視聴者の方々の中で米国市民の人たちは、自分たちのライフスタイルや生活水準が、常に起きる戦争や資源獲得、つまり石油の獲得によって支えられていることに気がついていないでしょう。米国での生活は、哲学的に言って、邪悪によって支えられてきたというのが私の意見です。

■ 2019年の世界債務危機を「救った」コロナ・パンデミック

ダウド氏:直接的な用語は知りませんが、2019年に何が起こったかは知っています。世界の経済成長が転がり落ちていました。それは、グローバルに人々がデフォルト(債務不履行)しようとしていたことに起因するものでした。それが連鎖し、システミックな債務危機を引き起こしていました。その証拠は、2019年9月、10月、11月です・・・連銀(FRB)で「レポ取引危機」と呼ばれているものです。オーバーナイトの(超短期)金利が急上昇していました。金融システムの「肝(きも)」がバラバラに崩壊しかかっていました。
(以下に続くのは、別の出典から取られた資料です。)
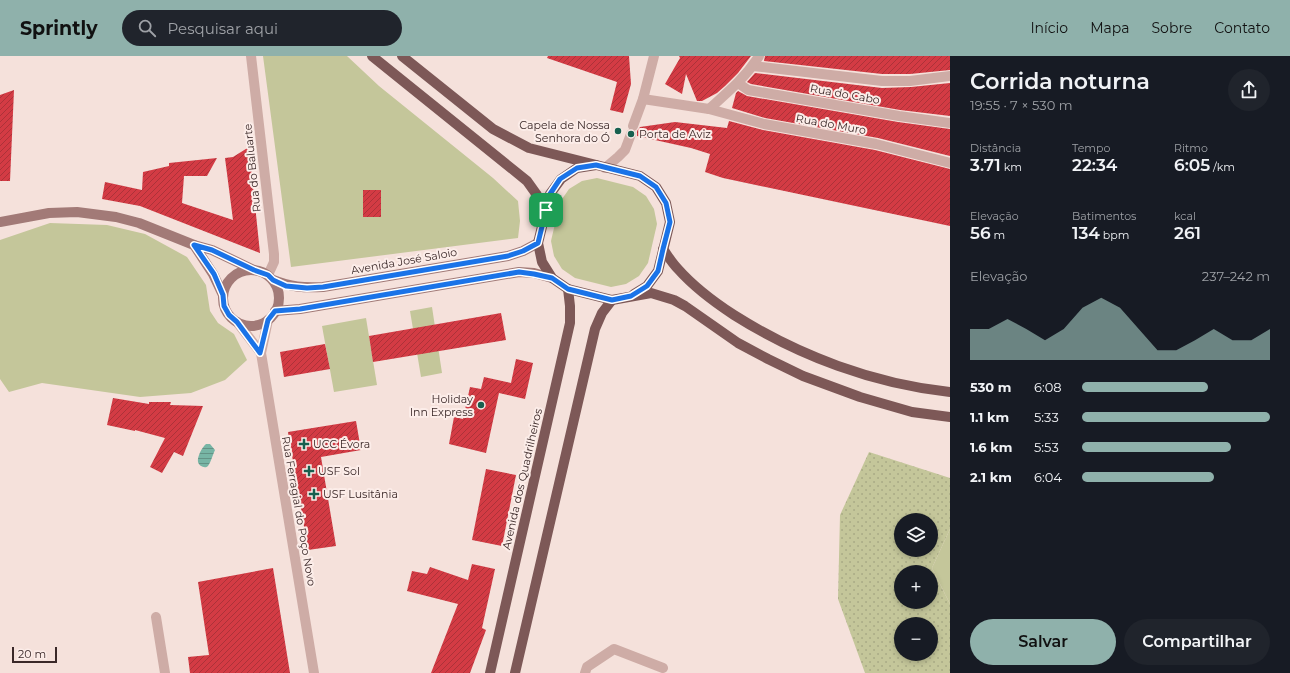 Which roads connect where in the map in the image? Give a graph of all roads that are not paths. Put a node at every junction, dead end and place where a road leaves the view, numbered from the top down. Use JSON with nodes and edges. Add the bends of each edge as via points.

それから、不思議なことに・・・奇妙なことに、数ヶ月経った頃、世界的な大混乱を引き起こすウイルスが出現しました。そして一時的に経済をシャットダウンし、そして世界中の中央銀行と政府が、今までに経験したことのない規模で貨幣を刷りまくる口実を与えたのです。米連銀(FRB)が新たに刷った通貨量は、前年のマネーサプライ比で65%もアップしていました。連銀の歴史上、1年間で増えた通貨供給量として過去最大です

Jerm氏:それは膨大ですね。65%と言いましたか?

ダウド氏:その通りです。対前年比(YoY)のマネーサプライ(通貨供給量)が65%増です。それによって何が起こったかというと、私見になりますが、それは穴に一時的に栓をすることになりました。